Wednesday, June 10, 2015

Farewell !! :)

Hello people wassup??doing well?? well as always my title suggest wat exactly m gonna write , n today that will be ......"my last blog" :) well honestly i cant lie, n if uh wud read my few blogs uh wud know dat i write wat i feel....i dont write just fr the sake of writing .n since i have disclosed this blogs to few people i know.......i will really find it hard to write my heart out. :)
                       when i started writing this blog, i knew nothing about writing. i didnt know how to write everything within few words. my blogs usually were a large mess of wrds with no particular focus points.  It still hasnt change much loll but i m learning , maybe sumday i will be a good enough of a writer fr all of uh to read :)
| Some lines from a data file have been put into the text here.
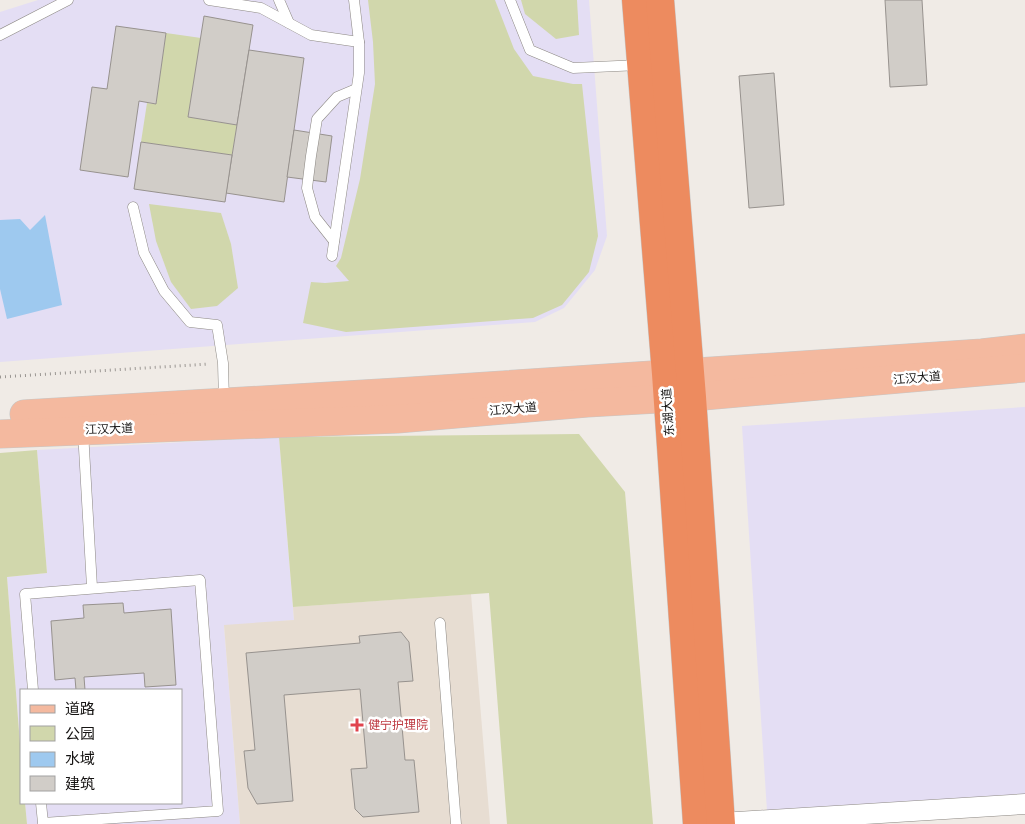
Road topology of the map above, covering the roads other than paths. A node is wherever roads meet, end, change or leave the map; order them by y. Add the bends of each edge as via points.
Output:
1 (68, 0) edge
2 (209, 0) edge
3 (279, 0) edge
4 (354, 0) edge
5 (510, 0) edge
6 (636, 0) edge
7 (660, 0) edge
8 (289, 23) junction
9 (0, 36) edge
10 (359, 42) junction
11 (641, 65) junction
12 (356, 89) junction
13 (133, 207) dead end
14 (334, 241) junction
15 (332, 256) dead end
16 (1025, 348) edge
17 (1025, 368) edge
18 (678, 385) junction
19 (224, 401) junction
20 (0, 415) edge
21 (83, 430) junction
22 (0, 434) edge
23 (92, 587) junction
24 (440, 622) dead end
25 (33, 689) edge
26 (41, 804) edge
27 (1025, 804) edge
28 (456, 824) edge
29 (713, 824) edge

1 - 9 lane
2 - 8 lane via 261,8
3 - 8 lane
4 - 10 lane
5 - 11 lane via 530,50 573,68
6 - 11 highway, 东湖大道
7 - 18 highway, 东湖大道
8 - 10 lane via 311,35
10 - 12 lane
11 - 18 highway, 东湖大道
12 - 14 lane
12 - 14 lane via 336,97 317,119 311,156 307,188 315,217
13 - 19 lane via 144,253 164,291 190,322 217,325
14 - 15 lane
16 - 18 main road, 江汉大道
17 - 18 main road, 江汉大道
18 - 19 main road, 江汉大道 via 397,392
18 - 21 main road, 江汉大道 via 587,403 397,419
18 - 29 highway, 东湖大道
19 - 20 main road, 江汉大道
21 - 22 main road, 江汉大道
21 - 23 lane
23 - 25 lane via 25,594
23 - 26 lane via 200,580 218,810 43,823
24 - 28 lane
27 - 29 street

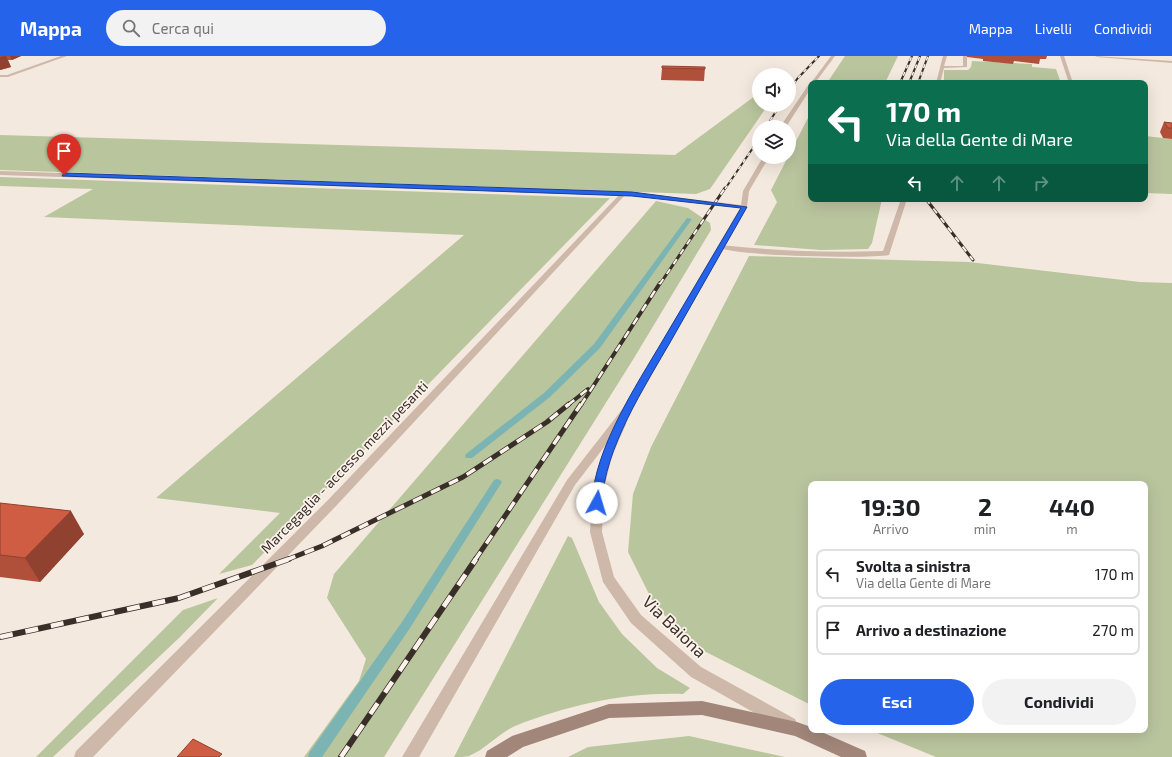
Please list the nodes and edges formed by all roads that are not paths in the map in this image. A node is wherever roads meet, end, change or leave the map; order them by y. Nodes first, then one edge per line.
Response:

    Anyways so this is gonna be my last blog today n i tell uh beforehand, srry fr the mistakes since m feeling really nostalgic right now. m not gonna recheck this piece again. :P srryyy :D Nostalgic fr wat?? uh must be thinking ..well for this blog ofcourse. since my first draft this blog has been my close companion  , it has been with me through all my odds. there were times wen this was my only salvation. For all the mess i have created here and for all the late updates...i still cherish each n every piece of my writing :) they r like my story book, a picture book which reminds me exactly wat i had been and wat m now... a friend who had always been there :).
                            I have always been an outcast ,a non confirmist, a psychotic crazy girl who just does not fit. No matter how much i try....m unusual and downright insane n thats sumthing i have to live with . maybe thats why i have to try more as compared to other people out there. to just not start hating myself. maybe this blog is just symbolic to that. i know i have to start anew, but maybe thats for better. i will create a new blog and this time will write things out in proper n better way. 
                        Its said that the hardest thing in this world is to accept urself just as uh r n its true. people r gonna spit shit at uh, gonna condemn uhbutwe have to move on As Robert Frost rightly said ...."I can sum up life in three words 'life goes on'" n yes it does.wegrow up, we learn, we fall , we stand....i just wish it were not so hard :) but i know whatever is happening its for good so m gonna embrace my hardships, i will llearn from n grow up. 
            I just hope maybe someday, i will understand things better n will take on life as a "mature tough " lady. Maybe sumday i will finally embrace myself n maybe will not be ashamed of my uniqueness. Maybe Sumday........ :)
   
so yeah farewell people.this was my last draft.thankuh all for keeping up with me n my craziness all these days. i truly really love uh all :) take care sayonara !!!